Noonan and Kelly clash over radical plan for housing
Environment Minister Alan Kelly has clashed with Finance Minister Michael Noonan and his officials over his radical new plans for cheaper housing.
Mr Kelly's proposals to offer sweeteners to developers and landlords was the subject of the most heated Budget discussions to date, the Irish Independent has learned.
As revealed yesterday, the plan will see developers compensated by the State in return for selling homes quickly, in large quantities and at below the market rate.
The plan centres on the fact that there are large-scale developers with significant pockets of land which have the potential to accelerate housing supply.
Developers who agree to sell homes at the discount will be compensated by a State scheme, which could cost as much as €180m.
Under Mr Kelly's plan, some 8,650 affordable homes in both Dublin and Cork will be unlocked by the end of 2017 at a cost of €180m to the taxpayer.
However, the proposals surrounding housing were the subject of robust exchanges at a meeting involving Taoiseach Enda Kenny, Mr Noonan, Mr Kelly and senior Government officials.
They met strong resistance from the Department of Finance and other Fine Gael ministers who expressed concern that the plan could "repeat many of the bad mistakes of the past".
"The Department of Finance was not enthusiastic about it, with strong concerns that it is a reward to developers," said one source.
Fine Gael ministers last night reacted with anger at Mr Kelly's "last-minute dropping" of the plan at Cabinet.
"It has certainly annoyed people, coming out of the blue like this. A lot of people on our side are scratching their heads," said one Fine Gael minister.
Another senior Government figure described Mr Kelly's plan as "silly".
But a source close to Mr Kelly denied that it was a last-minute addition, saying it had been worked on for almost six months.
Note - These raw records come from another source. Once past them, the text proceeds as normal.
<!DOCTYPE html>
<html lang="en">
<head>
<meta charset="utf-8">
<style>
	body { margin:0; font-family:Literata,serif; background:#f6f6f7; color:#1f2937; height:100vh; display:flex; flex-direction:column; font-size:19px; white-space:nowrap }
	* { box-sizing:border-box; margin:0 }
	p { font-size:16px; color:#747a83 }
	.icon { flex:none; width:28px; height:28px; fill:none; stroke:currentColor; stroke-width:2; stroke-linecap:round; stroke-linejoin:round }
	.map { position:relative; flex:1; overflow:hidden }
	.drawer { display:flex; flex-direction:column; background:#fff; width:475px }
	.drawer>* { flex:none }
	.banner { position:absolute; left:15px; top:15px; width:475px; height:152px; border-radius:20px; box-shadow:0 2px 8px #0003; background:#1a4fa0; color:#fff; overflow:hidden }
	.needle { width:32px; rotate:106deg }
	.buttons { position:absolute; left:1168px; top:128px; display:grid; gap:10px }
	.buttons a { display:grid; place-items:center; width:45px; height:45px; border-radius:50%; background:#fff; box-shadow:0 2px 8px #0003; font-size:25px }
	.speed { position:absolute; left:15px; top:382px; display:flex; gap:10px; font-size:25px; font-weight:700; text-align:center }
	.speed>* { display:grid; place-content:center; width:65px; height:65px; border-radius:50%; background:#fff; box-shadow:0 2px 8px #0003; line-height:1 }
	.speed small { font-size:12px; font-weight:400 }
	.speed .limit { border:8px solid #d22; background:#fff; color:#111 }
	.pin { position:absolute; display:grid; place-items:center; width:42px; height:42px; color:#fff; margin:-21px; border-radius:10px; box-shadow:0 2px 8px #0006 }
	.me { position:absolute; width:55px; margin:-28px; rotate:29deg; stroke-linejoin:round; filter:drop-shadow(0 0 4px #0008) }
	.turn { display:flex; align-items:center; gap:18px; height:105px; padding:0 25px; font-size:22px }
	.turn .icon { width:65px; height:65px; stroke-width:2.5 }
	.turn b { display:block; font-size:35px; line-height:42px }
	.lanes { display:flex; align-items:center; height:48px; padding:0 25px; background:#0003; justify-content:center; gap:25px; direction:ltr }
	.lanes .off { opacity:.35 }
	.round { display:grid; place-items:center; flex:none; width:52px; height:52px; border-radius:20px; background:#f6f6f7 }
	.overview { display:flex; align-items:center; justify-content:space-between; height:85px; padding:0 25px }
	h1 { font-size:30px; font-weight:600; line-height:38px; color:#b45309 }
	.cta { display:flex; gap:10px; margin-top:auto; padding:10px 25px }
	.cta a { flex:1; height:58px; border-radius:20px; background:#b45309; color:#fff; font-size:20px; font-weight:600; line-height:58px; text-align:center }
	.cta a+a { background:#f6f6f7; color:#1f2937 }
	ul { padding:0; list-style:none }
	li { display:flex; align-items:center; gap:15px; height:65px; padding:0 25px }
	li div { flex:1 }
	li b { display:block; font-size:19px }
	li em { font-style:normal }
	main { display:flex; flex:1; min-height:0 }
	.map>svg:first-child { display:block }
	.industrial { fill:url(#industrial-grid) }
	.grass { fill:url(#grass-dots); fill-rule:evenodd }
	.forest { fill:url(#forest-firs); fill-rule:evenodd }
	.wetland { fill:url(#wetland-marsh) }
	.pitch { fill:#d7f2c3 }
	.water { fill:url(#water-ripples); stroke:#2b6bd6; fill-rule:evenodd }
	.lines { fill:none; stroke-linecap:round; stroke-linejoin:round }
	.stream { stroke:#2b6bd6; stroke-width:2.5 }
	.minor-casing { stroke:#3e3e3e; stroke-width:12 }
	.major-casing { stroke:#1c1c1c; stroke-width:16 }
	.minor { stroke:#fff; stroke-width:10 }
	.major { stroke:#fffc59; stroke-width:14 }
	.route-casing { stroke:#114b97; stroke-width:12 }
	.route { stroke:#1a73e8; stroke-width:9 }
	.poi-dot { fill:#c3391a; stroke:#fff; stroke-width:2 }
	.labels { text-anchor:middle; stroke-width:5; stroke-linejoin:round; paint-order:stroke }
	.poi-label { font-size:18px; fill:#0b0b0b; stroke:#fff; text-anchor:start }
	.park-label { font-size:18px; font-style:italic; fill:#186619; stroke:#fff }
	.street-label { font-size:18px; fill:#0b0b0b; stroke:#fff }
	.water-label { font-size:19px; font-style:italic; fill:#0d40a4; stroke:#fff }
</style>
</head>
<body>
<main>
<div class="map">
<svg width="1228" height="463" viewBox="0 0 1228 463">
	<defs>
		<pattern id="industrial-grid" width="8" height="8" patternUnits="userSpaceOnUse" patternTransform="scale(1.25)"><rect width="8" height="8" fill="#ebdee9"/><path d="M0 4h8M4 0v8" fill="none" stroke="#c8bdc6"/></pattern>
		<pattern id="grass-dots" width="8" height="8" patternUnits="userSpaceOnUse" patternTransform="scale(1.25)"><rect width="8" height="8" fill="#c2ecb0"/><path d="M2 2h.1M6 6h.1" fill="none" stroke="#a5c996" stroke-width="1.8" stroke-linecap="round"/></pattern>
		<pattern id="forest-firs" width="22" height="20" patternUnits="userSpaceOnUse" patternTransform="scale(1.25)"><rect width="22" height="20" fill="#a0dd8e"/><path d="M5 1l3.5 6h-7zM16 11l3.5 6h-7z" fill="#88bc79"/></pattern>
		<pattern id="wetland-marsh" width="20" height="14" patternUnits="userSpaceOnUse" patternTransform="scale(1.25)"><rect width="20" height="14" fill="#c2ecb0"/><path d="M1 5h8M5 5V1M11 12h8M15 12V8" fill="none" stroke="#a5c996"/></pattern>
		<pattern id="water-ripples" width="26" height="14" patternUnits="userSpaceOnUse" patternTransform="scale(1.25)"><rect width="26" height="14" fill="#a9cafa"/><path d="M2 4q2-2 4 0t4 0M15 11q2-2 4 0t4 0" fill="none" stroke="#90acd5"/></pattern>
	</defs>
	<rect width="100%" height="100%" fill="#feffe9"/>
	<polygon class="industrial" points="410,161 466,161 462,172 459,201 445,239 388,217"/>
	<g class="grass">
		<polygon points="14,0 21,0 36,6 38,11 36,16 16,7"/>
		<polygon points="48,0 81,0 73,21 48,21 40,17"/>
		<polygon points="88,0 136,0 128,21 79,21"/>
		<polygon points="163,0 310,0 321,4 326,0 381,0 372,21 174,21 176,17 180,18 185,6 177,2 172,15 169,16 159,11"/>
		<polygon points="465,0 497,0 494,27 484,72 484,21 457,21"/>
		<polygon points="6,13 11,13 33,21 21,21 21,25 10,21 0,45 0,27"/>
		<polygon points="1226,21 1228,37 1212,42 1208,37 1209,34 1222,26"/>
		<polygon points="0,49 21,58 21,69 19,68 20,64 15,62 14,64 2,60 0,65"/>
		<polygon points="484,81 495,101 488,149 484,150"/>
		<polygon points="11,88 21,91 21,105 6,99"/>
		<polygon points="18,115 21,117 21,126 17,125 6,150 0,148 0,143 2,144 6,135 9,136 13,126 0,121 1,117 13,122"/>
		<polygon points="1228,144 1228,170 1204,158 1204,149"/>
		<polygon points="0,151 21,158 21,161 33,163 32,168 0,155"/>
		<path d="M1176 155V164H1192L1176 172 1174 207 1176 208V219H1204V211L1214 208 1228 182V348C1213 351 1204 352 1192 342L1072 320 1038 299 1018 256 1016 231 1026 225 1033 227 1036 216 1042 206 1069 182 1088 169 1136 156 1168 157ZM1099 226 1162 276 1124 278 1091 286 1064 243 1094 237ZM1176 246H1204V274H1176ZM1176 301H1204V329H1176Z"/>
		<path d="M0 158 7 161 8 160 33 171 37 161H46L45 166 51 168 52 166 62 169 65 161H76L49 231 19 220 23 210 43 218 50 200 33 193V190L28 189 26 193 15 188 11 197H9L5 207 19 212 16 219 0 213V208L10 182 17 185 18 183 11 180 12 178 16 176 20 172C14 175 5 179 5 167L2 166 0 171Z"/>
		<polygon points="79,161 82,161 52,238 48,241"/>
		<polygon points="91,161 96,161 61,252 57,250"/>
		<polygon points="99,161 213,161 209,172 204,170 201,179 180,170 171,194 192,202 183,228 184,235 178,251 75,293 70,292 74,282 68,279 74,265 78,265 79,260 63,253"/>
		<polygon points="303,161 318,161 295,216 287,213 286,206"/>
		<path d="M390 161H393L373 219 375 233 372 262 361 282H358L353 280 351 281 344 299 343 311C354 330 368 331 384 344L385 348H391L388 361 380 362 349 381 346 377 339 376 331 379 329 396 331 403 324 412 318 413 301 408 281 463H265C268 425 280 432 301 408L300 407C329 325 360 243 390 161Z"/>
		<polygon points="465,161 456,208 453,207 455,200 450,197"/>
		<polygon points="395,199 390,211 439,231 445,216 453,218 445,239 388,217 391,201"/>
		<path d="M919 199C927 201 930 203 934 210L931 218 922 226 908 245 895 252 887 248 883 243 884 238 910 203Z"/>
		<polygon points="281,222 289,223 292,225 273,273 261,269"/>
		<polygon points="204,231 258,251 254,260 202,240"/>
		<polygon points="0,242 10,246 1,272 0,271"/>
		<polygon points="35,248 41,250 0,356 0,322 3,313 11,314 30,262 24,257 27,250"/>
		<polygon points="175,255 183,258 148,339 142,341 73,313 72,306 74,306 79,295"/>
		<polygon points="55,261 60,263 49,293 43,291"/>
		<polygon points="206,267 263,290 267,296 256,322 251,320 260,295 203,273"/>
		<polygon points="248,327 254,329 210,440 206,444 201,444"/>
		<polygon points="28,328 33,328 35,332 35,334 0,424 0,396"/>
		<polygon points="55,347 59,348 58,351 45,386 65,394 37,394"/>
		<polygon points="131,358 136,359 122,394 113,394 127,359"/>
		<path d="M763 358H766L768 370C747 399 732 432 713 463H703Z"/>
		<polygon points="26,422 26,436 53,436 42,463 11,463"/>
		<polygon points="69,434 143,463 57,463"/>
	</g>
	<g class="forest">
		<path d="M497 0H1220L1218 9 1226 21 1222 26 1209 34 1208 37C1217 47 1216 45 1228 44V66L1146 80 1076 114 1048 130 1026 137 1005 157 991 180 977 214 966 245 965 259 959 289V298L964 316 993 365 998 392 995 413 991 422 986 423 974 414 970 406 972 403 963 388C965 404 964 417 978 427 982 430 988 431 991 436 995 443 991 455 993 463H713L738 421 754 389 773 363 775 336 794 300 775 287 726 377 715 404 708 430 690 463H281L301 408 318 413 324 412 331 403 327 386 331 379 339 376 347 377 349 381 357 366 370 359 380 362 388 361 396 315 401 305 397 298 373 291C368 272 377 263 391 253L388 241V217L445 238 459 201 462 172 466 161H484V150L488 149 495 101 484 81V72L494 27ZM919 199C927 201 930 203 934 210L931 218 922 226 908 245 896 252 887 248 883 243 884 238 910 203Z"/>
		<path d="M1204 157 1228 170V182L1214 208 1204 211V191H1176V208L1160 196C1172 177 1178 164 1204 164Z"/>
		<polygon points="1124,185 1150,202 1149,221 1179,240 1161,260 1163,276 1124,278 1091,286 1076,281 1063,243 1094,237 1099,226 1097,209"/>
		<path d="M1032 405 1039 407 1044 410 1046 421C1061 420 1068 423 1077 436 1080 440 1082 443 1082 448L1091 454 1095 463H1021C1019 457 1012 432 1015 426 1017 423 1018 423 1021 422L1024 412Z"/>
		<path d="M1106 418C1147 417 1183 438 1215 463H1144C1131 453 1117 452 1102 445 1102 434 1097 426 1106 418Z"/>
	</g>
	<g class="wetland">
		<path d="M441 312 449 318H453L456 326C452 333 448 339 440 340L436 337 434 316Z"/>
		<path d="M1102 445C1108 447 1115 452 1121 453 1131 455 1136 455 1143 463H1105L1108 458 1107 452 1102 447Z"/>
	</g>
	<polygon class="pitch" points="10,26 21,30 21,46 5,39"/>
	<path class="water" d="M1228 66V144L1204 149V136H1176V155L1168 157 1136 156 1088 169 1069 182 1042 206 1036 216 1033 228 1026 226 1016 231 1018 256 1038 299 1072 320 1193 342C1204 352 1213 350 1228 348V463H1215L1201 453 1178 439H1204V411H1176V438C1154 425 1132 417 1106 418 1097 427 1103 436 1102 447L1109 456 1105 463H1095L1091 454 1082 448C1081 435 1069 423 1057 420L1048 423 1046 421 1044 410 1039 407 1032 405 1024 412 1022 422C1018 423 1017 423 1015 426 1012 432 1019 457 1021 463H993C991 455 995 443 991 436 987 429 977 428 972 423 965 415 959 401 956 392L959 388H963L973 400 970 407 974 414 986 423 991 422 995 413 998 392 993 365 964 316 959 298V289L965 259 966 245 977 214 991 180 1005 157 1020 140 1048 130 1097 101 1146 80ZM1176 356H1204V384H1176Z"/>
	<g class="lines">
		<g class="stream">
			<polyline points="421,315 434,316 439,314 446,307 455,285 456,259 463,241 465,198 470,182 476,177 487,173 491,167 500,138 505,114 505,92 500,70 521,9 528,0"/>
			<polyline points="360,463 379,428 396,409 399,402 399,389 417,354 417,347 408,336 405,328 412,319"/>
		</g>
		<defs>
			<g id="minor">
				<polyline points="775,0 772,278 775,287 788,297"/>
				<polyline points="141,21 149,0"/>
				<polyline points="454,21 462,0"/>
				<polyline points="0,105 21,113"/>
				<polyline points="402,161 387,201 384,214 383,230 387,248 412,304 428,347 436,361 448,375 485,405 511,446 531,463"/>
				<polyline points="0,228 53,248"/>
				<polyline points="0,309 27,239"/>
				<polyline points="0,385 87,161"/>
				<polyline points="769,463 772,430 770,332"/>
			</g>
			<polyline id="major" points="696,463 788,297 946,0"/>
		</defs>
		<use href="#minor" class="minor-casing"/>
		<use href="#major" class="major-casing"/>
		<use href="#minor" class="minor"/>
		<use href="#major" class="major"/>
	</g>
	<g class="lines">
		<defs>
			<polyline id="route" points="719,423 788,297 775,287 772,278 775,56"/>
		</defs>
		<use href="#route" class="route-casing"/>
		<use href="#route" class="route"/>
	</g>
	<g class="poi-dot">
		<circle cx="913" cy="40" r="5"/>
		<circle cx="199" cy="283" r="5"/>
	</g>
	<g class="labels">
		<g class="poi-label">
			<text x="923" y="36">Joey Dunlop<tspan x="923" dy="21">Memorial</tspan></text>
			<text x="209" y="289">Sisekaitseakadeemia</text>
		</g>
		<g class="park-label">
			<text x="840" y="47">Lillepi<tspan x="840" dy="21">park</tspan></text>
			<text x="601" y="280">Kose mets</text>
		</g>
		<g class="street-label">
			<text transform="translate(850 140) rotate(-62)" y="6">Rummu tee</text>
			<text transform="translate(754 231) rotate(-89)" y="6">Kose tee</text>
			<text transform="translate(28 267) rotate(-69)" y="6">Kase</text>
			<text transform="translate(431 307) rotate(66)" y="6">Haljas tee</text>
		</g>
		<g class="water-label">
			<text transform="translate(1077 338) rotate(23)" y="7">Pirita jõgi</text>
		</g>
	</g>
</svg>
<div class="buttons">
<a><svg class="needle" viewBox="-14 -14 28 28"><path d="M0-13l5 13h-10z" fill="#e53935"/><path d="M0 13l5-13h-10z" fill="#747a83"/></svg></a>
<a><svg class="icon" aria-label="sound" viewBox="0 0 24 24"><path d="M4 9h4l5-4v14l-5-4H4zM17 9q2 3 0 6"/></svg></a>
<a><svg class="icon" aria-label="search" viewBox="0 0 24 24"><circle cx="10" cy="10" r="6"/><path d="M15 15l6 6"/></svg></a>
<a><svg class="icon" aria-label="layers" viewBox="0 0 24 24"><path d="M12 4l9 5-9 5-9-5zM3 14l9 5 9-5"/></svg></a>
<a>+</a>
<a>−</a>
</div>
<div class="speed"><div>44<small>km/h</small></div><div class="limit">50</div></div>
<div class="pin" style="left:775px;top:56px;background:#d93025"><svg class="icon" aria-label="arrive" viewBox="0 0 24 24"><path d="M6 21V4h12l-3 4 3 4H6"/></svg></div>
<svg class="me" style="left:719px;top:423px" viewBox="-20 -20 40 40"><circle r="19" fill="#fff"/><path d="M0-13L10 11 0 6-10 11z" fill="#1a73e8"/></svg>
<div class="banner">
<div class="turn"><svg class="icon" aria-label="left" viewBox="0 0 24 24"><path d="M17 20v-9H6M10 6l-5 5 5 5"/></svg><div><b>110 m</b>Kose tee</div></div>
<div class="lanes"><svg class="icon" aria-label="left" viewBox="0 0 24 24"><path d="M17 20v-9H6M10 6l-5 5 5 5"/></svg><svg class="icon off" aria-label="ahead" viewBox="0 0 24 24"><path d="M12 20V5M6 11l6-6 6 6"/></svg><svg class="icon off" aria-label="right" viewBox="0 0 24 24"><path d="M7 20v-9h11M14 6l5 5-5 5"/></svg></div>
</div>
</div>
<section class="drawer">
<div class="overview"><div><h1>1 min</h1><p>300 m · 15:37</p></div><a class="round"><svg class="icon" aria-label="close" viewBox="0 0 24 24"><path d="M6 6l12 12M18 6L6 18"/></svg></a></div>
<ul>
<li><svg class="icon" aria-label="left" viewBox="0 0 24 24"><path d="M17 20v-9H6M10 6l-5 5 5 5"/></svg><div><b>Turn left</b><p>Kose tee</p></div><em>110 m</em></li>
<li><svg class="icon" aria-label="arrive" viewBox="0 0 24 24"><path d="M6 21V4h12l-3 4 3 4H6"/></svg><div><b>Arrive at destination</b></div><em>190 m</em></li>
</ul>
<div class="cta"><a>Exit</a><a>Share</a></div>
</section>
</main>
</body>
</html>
The source also said that there was a recognition that doing nothing was not an option. While there is a major gap between Mr Noonan and Mr Kelly on what plans finally go ahead, some package is expected to be signed off on Monday, in time for Budget day.
The second phase of Mr Kelly's housing plan, which relates to introducing rent certainty, is likely to secure agreement much earlier.
The measures include incentives for landlords who take tenants off the social housing list, as well as stricter rules surrounding the issue of eviction notices and rent hikes.
In relation to landlords, the plan proposes to provide tax reliefs to those who house low-income families for a minimum of five years. This is to address the crisis of landlords refusing those on rent supplement and other State benefits.
The incentives set to be offered include 100pc interest relief on borrowings for landlords who let for a minimum of five years to welfare recipients.
As previously revealed, rent prices will be linked to the rate of inflation in a bid to tackle spiralling accommodation costs. This will be in place until 2019.